Task requirements: Your answer must be an exact copy of the entries below, with no pictures in it.

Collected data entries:
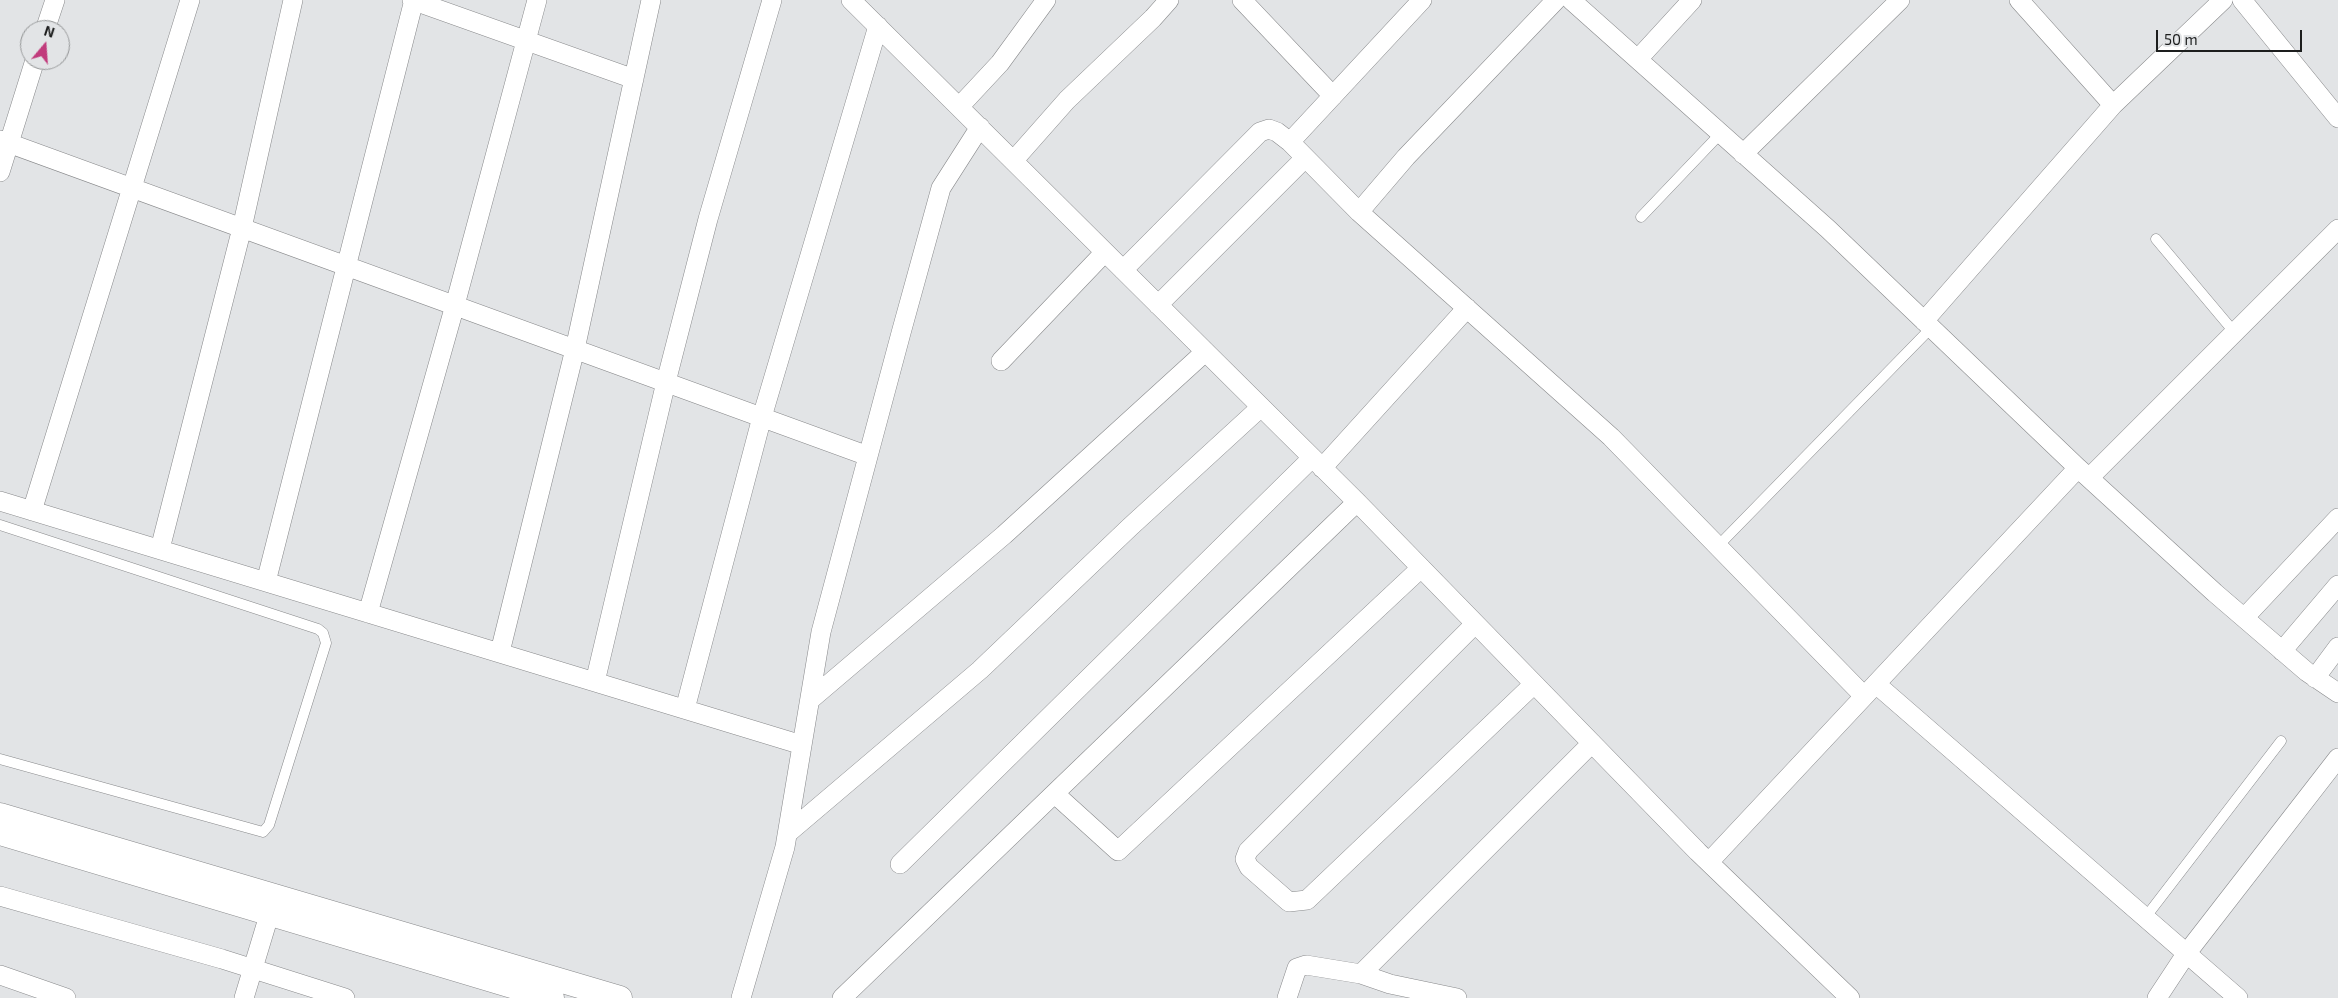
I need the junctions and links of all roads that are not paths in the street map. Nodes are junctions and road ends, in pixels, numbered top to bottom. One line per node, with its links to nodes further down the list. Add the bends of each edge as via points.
1 (55, 0): 20 (street)
2 (190, 0): 38 (street)
3 (293, 0): 41 (street)
4 (414, 0): 22 (street); 45 (street)
5 (536, 0): 22 (street)
6 (651, 0): 25 (street)
7 (772, 0): 55 (street, via 708,219)
8 (851, 0): 21 (street)
9 (1046, 0): 28 (street, via 1000,63)
10 (1169, 0): 36 (street, via 1067,100)
11 (1242, 0): 26 (street)
12 (1422, 0): 26 (street)
13 (1556, 0): 39 (street, via 1406,156)
14 (1571, 0): 23 (street)
15 (1692, 0): 23 (street)
16 (1900, 0): 34 (street)
17 (2019, 0): 27 (street)
18 (2223, 0): 27 (street)
19 (2242, 0): 29 (street)
20 (48, 20)
21 (878, 26): 28 (street); 57 (street)
22 (525, 42): 25 (street); 47 (street)
23 (1638, 59): 31 (street)
24 (32, 70): 32 (street)
25 (634, 79): 52 (street)
26 (1333, 96): 33 (street)
27 (2113, 105): 50 (street)
28 (959, 107): 30 (street)
29 (2338, 118)
30 (980, 127): 36 (street); 58 (street, via 941,188)
31 (1721, 133): 34 (street); 40 (lane)
32 (4, 141): 37 (street); 38 (street)
33 (1290, 142): 35 (street); 46 (street, via 1270,129 1260,132)
34 (1744, 154): 50 (street)
35 (1305, 158): 39 (street); 48 (street)
36 (1014, 160): 44 (street)
37 (0, 172)
38 (133, 188): 41 (street); 63 (street)
39 (1359, 212): 49 (street)
40 (1642, 217)
41 (242, 228): 45 (street); 67 (street)
42 (2338, 229): 51 (street)
43 (2156, 239): 51 (lane)
44 (1105, 252): 46 (street); 54 (street)
45 (347, 266): 47 (street); 69 (street)
46 (1123, 270): 48 (street)
47 (455, 305): 52 (street); 71 (street)
48 (1158, 305): 53 (street)
49 (1467, 308): 59 (street); 66 (street, via 1611,437)
50 (1927, 324): 60 (street); 66 (lane)
51 (2235, 333): 60 (street)
52 (575, 349): 55 (street); 76 (street)
53 (1205, 352): 56 (street); 82 (street, via 1004,534)
54 (1001, 361)
55 (666, 382): 57 (street); 78 (street)
56 (1261, 408): 59 (street); 91 (street, via 980,670)
57 (762, 417): 58 (street); 83 (street)
58 (868, 456): 82 (street, via 821,632)
59 (1317, 463): 62 (street); 94 (street)
60 (2084, 473): 72 (street); 80 (street)
61 (0, 501): 63 (street)
62 (1357, 502): 68 (street); 89 (street)
63 (32, 510): 67 (street)
64 (2338, 518): 72 (street)
65 (0, 524): 88 (lane, via 318,629 326,643 269,825 263,832)
66 (1718, 546): 80 (street)
67 (160, 549): 69 (street)
68 (1421, 568): 73 (street); 89 (street, via 1118,851)
69 (266, 582): 71 (street)
70 (2338, 585): 75 (street)
71 (368, 613): 76 (street)
72 (2244, 618): 75 (street)
73 (1475, 624): 79 (street); 79 (street, via 1248,851 1245,859 1249,867 1289,902 1307,900)
74 (2338, 647): 77 (street)
75 (2282, 651): 77 (street)
76 (500, 652): 78 (street)
77 (2315, 678): 81 (street)
78 (595, 682): 83 (street)
79 (1534, 684): 85 (street)
80 (1870, 690): 93 (street); 97 (street)
81 (2338, 693)
82 (810, 700): 86 (street)
83 (685, 709): 86 (street)
84 (2282, 741): 97 (lane)
85 (1592, 743): 93 (street); 100 (street)
86 (802, 745): 91 (street)
87 (2338, 758): 98 (street)
88 (0, 759)
89 (1055, 794): 108 (street)
90 (0, 815): 96 (street)
91 (788, 833): 107 (street)
92 (0, 834): 96 (street)
93 (1709, 862): 111 (street)
94 (900, 864)
95 (0, 896): 99 (street)
96 (272, 905): 99 (street); 105 (street); 106 (street)
97 (2144, 918): 98 (street)
98 (2186, 954): 112 (street); 113 (street)
99 (252, 969): 103 (street); 104 (street)
100 (1362, 974): 109 (street, via 1306,965 1297,968); 110 (street, via 1390,984)
101 (0, 975): 102 (street)
102 (66, 998)
103 (244, 998)
104 (345, 998)
105 (552, 998)
106 (620, 998)
107 (741, 998)
108 (842, 998)
109 (1287, 998)
110 (1457, 998)
111 (1850, 998)
112 (2157, 998)
113 (2238, 998)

Written response:
I need the junctions and links of all roads that are not paths in the street map. Nodes are junctions and road ends, in pixels, numbered top to bottom. One line per node, with its links to nodes further down the list. Add the bends of each edge as via points.
1 (55, 0): 20 (street)
2 (190, 0): 38 (street)
3 (293, 0): 41 (street)
4 (414, 0): 22 (street); 45 (street)
5 (536, 0): 22 (street)
6 (651, 0): 25 (street)
7 (772, 0): 55 (street, via 708,219)
8 (851, 0): 21 (street)
9 (1046, 0): 28 (street, via 1000,63)
10 (1169, 0): 36 (street, via 1067,100)
11 (1242, 0): 26 (street)
12 (1422, 0): 26 (street)
13 (1556, 0): 39 (street, via 1406,156)
14 (1571, 0): 23 (street)
15 (1692, 0): 23 (street)
16 (1900, 0): 34 (street)
17 (2019, 0): 27 (street)
18 (2223, 0): 27 (street)
19 (2242, 0): 29 (street)
20 (48, 20)
21 (878, 26): 28 (street); 57 (street)
22 (525, 42): 25 (street); 47 (street)
23 (1638, 59): 31 (street)
24 (32, 70): 32 (street)
25 (634, 79): 52 (street)
26 (1333, 96): 33 (street)
27 (2113, 105): 50 (street)
28 (959, 107): 30 (street)
29 (2338, 118)
30 (980, 127): 36 (street); 58 (street, via 941,188)
31 (1721, 133): 34 (street); 40 (lane)
32 (4, 141): 37 (street); 38 (street)
33 (1290, 142): 35 (street); 46 (street, via 1270,129 1260,132)
34 (1744, 154): 50 (street)
35 (1305, 158): 39 (street); 48 (street)
36 (1014, 160): 44 (street)
37 (0, 172)
38 (133, 188): 41 (street); 63 (street)
39 (1359, 212): 49 (street)
40 (1642, 217)
41 (242, 228): 45 (street); 67 (street)
42 (2338, 229): 51 (street)
43 (2156, 239): 51 (lane)
44 (1105, 252): 46 (street); 54 (street)
45 (347, 266): 47 (street); 69 (street)
46 (1123, 270): 48 (street)
47 (455, 305): 52 (street); 71 (street)
48 (1158, 305): 53 (street)
49 (1467, 308): 59 (street); 66 (street, via 1611,437)
50 (1927, 324): 60 (street); 66 (lane)
51 (2235, 333): 60 (street)
52 (575, 349): 55 (street); 76 (street)
53 (1205, 352): 56 (street); 82 (street, via 1004,534)
54 (1001, 361)
55 (666, 382): 57 (street); 78 (street)
56 (1261, 408): 59 (street); 91 (street, via 980,670)
57 (762, 417): 58 (street); 83 (street)
58 (868, 456): 82 (street, via 821,632)
59 (1317, 463): 62 (street); 94 (street)
60 (2084, 473): 72 (street); 80 (street)
61 (0, 501): 63 (street)
62 (1357, 502): 68 (street); 89 (street)
63 (32, 510): 67 (street)
64 (2338, 518): 72 (street)
65 (0, 524): 88 (lane, via 318,629 326,643 269,825 263,832)
66 (1718, 546): 80 (street)
67 (160, 549): 69 (street)
68 (1421, 568): 73 (street); 89 (street, via 1118,851)
69 (266, 582): 71 (street)
70 (2338, 585): 75 (street)
71 (368, 613): 76 (street)
72 (2244, 618): 75 (street)
73 (1475, 624): 79 (street); 79 (street, via 1248,851 1245,859 1249,867 1289,902 1307,900)
74 (2338, 647): 77 (street)
75 (2282, 651): 77 (street)
76 (500, 652): 78 (street)
77 (2315, 678): 81 (street)
78 (595, 682): 83 (street)
79 (1534, 684): 85 (street)
80 (1870, 690): 93 (street); 97 (street)
81 (2338, 693)
82 (810, 700): 86 (street)
83 (685, 709): 86 (street)
84 (2282, 741): 97 (lane)
85 (1592, 743): 93 (street); 100 (street)
86 (802, 745): 91 (street)
87 (2338, 758): 98 (street)
88 (0, 759)
89 (1055, 794): 108 (street)
90 (0, 815): 96 (street)
91 (788, 833): 107 (street)
92 (0, 834): 96 (street)
93 (1709, 862): 111 (street)
94 (900, 864)
95 (0, 896): 99 (street)
96 (272, 905): 99 (street); 105 (street); 106 (street)
97 (2144, 918): 98 (street)
98 (2186, 954): 112 (street); 113 (street)
99 (252, 969): 103 (street); 104 (street)
100 (1362, 974): 109 (street, via 1306,965 1297,968); 110 (street, via 1390,984)
101 (0, 975): 102 (street)
102 (66, 998)
103 (244, 998)
104 (345, 998)
105 (552, 998)
106 (620, 998)
107 (741, 998)
108 (842, 998)
109 (1287, 998)
110 (1457, 998)
111 (1850, 998)
112 (2157, 998)
113 (2238, 998)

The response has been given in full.